Learnings from building High Availability(HA) Services - {recursion}

At DeltaX, we have been dabbling with Internet Scale and High Availability for our core tracking and ad-serving services. We have had our fair share of battles, wounds, victories and a host of untold stories. Today, I shall dabble into some learnings keeping the stories for another day.

When designing architecture for mission critical systems the two most commonly discussed aspects are scalability and availability. Most often than not both aspects are used interchangeably. Scalability is about being able to handle increasing load while availability is keeping the system operational by decreasing downtime. Designing Highly Available systems is focusing on the qualitative measures to reduce downtime and eliminating the single point of failures (SPOFs). Here are some learning and thoughts on things to consider while architecting an HA system.

1. Accept Failure

This is contrarian to what we set out to achieve but with all things that start in the head, you have to first get the monkey out of your head. So, if someone comes up to you and informs you that have to build a system which has zero downtime and should be running 99.999% uptime (also called five 9s which is a gold standard). Our first reaction would be to ensure we code in such a way that the system will never fail, handle all exceptions, scale to ensure that it can handle increasing load and hence will never have a downtime. Instead for a second, pause and first accept failure.
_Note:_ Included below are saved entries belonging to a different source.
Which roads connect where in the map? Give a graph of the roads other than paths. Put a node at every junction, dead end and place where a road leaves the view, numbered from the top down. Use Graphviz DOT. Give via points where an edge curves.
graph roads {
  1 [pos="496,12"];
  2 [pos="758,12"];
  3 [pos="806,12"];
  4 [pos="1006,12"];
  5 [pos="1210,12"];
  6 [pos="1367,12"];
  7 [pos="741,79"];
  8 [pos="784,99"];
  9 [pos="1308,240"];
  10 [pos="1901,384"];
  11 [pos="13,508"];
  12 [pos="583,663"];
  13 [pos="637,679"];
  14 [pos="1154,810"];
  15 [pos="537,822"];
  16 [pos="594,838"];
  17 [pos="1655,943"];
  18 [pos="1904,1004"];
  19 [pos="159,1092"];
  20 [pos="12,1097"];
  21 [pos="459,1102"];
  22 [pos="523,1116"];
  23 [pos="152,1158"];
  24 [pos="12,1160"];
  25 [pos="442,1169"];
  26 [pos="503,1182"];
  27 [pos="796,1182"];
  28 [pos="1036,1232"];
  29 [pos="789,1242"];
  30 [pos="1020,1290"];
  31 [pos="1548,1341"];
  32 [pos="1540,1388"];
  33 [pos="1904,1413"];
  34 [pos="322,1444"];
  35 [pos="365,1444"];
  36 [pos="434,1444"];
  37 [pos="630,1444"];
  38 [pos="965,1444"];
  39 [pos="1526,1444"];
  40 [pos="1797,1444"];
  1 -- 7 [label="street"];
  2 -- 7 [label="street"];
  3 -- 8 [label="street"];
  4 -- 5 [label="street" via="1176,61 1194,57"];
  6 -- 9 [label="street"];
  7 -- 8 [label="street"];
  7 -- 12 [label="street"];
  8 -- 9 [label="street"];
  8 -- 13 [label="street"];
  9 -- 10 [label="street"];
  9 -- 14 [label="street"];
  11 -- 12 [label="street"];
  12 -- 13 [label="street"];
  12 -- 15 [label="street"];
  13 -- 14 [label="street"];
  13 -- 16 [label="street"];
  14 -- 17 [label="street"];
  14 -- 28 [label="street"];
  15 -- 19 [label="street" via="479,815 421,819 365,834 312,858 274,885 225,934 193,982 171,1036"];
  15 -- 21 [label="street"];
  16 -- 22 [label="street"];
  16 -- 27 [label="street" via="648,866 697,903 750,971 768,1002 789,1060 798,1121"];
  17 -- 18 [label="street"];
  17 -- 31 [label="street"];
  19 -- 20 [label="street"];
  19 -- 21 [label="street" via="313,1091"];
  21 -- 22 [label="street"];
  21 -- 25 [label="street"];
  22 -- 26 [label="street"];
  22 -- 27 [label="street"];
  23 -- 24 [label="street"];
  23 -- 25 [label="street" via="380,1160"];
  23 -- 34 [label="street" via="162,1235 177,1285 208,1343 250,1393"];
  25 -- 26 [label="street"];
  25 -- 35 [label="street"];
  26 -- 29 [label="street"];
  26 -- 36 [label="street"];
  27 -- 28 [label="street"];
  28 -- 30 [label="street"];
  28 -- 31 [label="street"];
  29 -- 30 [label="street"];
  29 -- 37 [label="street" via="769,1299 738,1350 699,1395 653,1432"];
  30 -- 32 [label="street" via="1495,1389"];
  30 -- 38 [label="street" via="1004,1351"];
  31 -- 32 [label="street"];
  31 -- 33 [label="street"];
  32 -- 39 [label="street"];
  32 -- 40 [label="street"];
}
Accepting failure doesn’t mean that you are building for failure but you accept that irrespective of what you do - it can still fail and so you have to consider, reconsider and plan your system around being able to fail and still keep running.

Next two learnings will talk more about how to fail - like a gentleman.

2. Redundancy, Failover and Recovery (avoid SPOF)

Building redundancy is about ensuring that there are alternate paths in the system to keep functioning (albeit at lower capacity) while failover is switching to the alternate path. The switch over ideally has to be automatic to ensure that there is no manual intervention needed. Once we have a system which fails over it’s very important to have a recovery plan to be able to resurrect the failed path otherwise there is a high chance the will result in additional load and may cause congestion or subsequent failures (snowball-effect). The recovery may be automatic or even manual.

Let’s take a classic example of a web server to understand redundancy and failover.

Schematic user -> web server setup

Now let’s add a load balancer in between and have two servers responding to requests; while the load balancer will ensure that whichever server is ‘healthy’ will be the one receiving requests from the load balancer. As soon as it detects that one of them is ‘unhealthy’ it shall redirect the requests to another one.

Schematic user -> web server setup

Although, this ensures that we have redundancy and also automatic failover - the load balancer in itself is now a SPOF. So, let’s try an alternate setup where we have two load balancers and two servers.

Schematic user -> web server setup

This is a simplistic schematic setup; production systems are more complex and have more moving parts. While we ensure automatic failovers it’s really important to be able to recover from failure. A simple example here could be that once the load balancer detects a web server to be ‘unhealthy’ it’s important to ensure that either we are able to automatically recover by swapping out the web server with a healthy one.

3. Performance Monitoring & Alerts

You can’t improve what you can’t measure. Also, for any HA system monitoring and alerts can’t be an afterthought. Monitoring is ensuring you are measuring health and performance indicators while alerts are ensuring you get timely and actionable information about the system.

Bonus Tip: To see if your system can handle failure, failover, recover and you are able to receive alerts while chaos hits the roof - you can simply log into any of your servers and simply power-off! Think this is a joke? Netflix actually built a tool called Chaos Money to do exactly this. Chaos Monkey is a service which identifies groups of systems and randomly terminates one of the systems in the group.

Architecture for DeltaX HA services

DeltaX Architecture for HA services

We leverage the AWS Cloud to the fullest - right from Route53, ELB, EC2 auto-scaling and S3 for the persistent store. I must note here that adopting the cloud doesn’t really mean that you are set for HA but it definitely makes your job easier with a suite of services and health monitoring system.

For redundancy, we use multiple EC2 instances under an Elastic Load Balancer(ELB) for redundancy. In each of the instances, we have multiple workers running using the Node.js cluster module. Failover and recovery are handled at multiple levels. At the worker level, we have the cluster module which instantiates a worker if one dies; monit monitoring the server process within each instance with a trigger for restart if needed. ELB health checks to route traffic between multiple instances; also to ensure auto-scaling requirements are met. Monitoring & alerts are handled through Amazon Cloudwatch and Amazon SNS.

Overall, we still have some areas in the architecture to improvise upon and further eliminate SPOFs. Like any serious HA architecture - you can’t take anything for granted; if you do the Chaos Monkey may strike.